● Task goal:
Please give back, exactly as written, the lines from the line with "wrist: (248, 317)" to the line with "middle tip: (78, 250)" in the listing below, leaving out all pictures.

● Provided data:

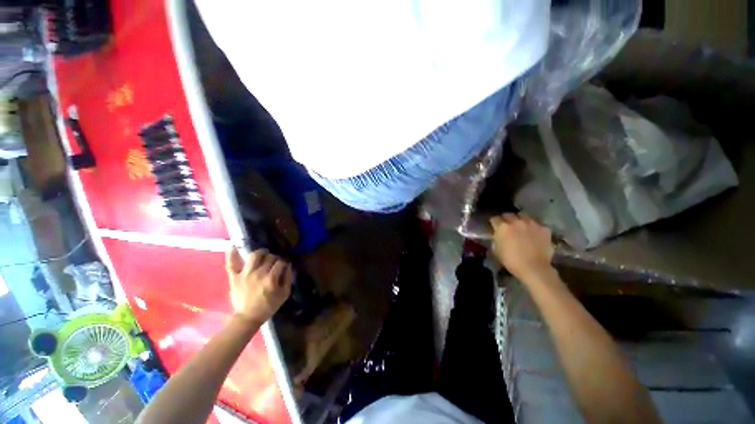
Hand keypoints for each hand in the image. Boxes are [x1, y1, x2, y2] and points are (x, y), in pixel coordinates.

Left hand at [226, 246, 292, 325]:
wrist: (248, 317)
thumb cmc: (269, 306)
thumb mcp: (284, 294)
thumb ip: (288, 277)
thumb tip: (288, 264)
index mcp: (271, 279)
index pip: (280, 262)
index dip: (284, 262)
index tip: (284, 265)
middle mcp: (258, 273)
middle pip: (269, 257)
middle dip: (274, 258)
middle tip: (274, 263)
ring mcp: (244, 274)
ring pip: (254, 255)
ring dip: (261, 253)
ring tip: (263, 255)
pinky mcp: (234, 277)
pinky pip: (231, 263)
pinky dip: (231, 254)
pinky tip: (233, 245)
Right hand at [490, 213, 554, 280]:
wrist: (534, 268)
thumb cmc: (511, 260)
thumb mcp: (496, 249)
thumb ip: (496, 238)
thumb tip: (496, 234)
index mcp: (502, 226)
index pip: (494, 219)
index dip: (494, 223)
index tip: (494, 227)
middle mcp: (516, 221)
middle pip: (509, 215)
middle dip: (506, 219)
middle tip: (507, 226)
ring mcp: (531, 224)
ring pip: (523, 216)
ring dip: (520, 220)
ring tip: (521, 227)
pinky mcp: (544, 229)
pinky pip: (536, 224)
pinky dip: (533, 227)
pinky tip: (533, 234)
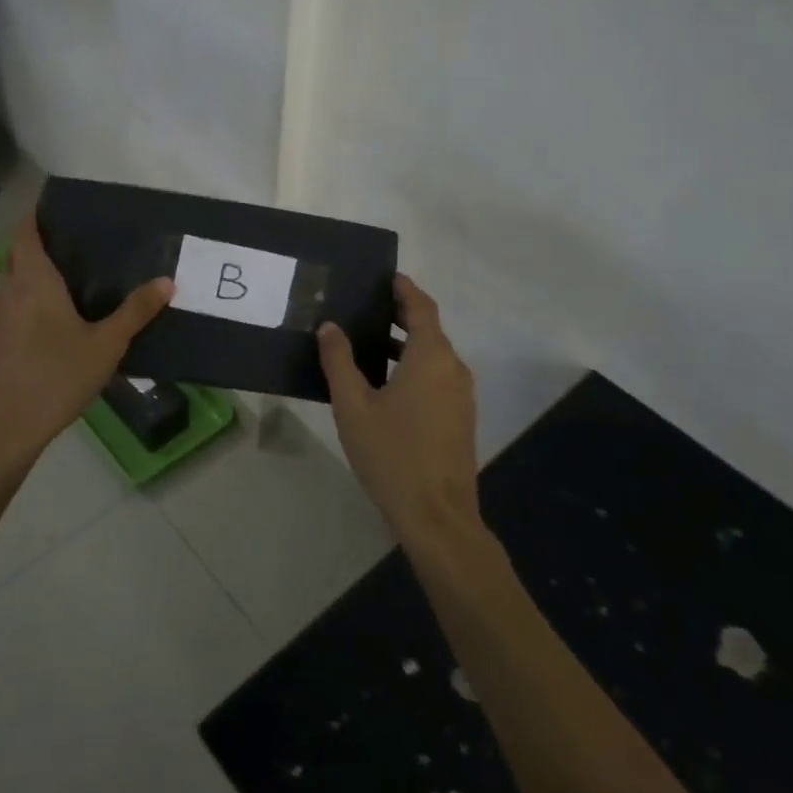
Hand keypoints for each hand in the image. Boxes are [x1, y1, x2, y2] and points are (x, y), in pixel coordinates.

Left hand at [0, 210, 172, 466]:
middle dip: (41, 249)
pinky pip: (9, 315)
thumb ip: (135, 312)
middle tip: (78, 250)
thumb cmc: (56, 377)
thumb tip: (166, 282)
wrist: (2, 429)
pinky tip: (50, 334)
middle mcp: (7, 292)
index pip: (25, 232)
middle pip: (19, 258)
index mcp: (33, 281)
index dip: (36, 216)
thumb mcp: (106, 345)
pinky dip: (27, 311)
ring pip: (12, 288)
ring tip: (69, 290)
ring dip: (34, 282)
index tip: (57, 209)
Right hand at [318, 273, 480, 545]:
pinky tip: (388, 385)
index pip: (422, 308)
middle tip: (368, 309)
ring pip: (435, 357)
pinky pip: (439, 378)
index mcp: (431, 357)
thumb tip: (330, 327)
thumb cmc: (391, 454)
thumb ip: (339, 361)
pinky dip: (416, 368)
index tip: (387, 277)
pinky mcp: (461, 419)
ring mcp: (462, 396)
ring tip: (370, 345)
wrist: (437, 516)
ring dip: (407, 345)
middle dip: (402, 316)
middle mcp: (454, 369)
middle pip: (430, 330)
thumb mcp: (353, 406)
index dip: (405, 290)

● Your solution:
wrist: (248, 317)
thumb cmc: (269, 306)
thumb mcp: (284, 294)
thumb ip: (288, 277)
thumb tip: (288, 264)
index mcp: (271, 279)
index pip: (280, 262)
index dip: (284, 262)
index tip: (284, 265)
middle mcp: (258, 273)
middle pip: (269, 257)
middle dip: (274, 258)
middle tip: (274, 263)
ring mcp: (244, 274)
ring pip: (254, 255)
ring dip: (261, 253)
ring tip: (263, 255)
pinky mcp: (234, 277)
pinky pip: (231, 263)
pinky dip: (231, 254)
pinky tip: (233, 245)
Right hand at [490, 213, 554, 280]:
wrist: (534, 268)
thumb cmc: (511, 260)
thumb mcp: (496, 249)
thumb ip: (496, 238)
thumb tip: (496, 234)
index mcp: (502, 226)
index pip: (494, 219)
index dip: (494, 223)
index tip: (494, 227)
middle mcp: (516, 221)
middle pip: (509, 215)
middle dip: (506, 219)
middle tip: (507, 226)
ring mcp: (531, 224)
ring pip: (523, 216)
ring dip: (520, 220)
ring tip: (521, 227)
pinky mcp: (544, 229)
pinky pip: (536, 224)
pinky dip: (533, 227)
pinky tip: (533, 234)
Hand keypoints for each hand in the image. Boxes are [x1, y1, x2, y2] and points are (x, y), in pixel coordinates.

Left hand at [0, 210, 172, 466]:
middle dip: (41, 249)
pinky pip: (9, 315)
thumb ip: (135, 312)
middle tip: (78, 250)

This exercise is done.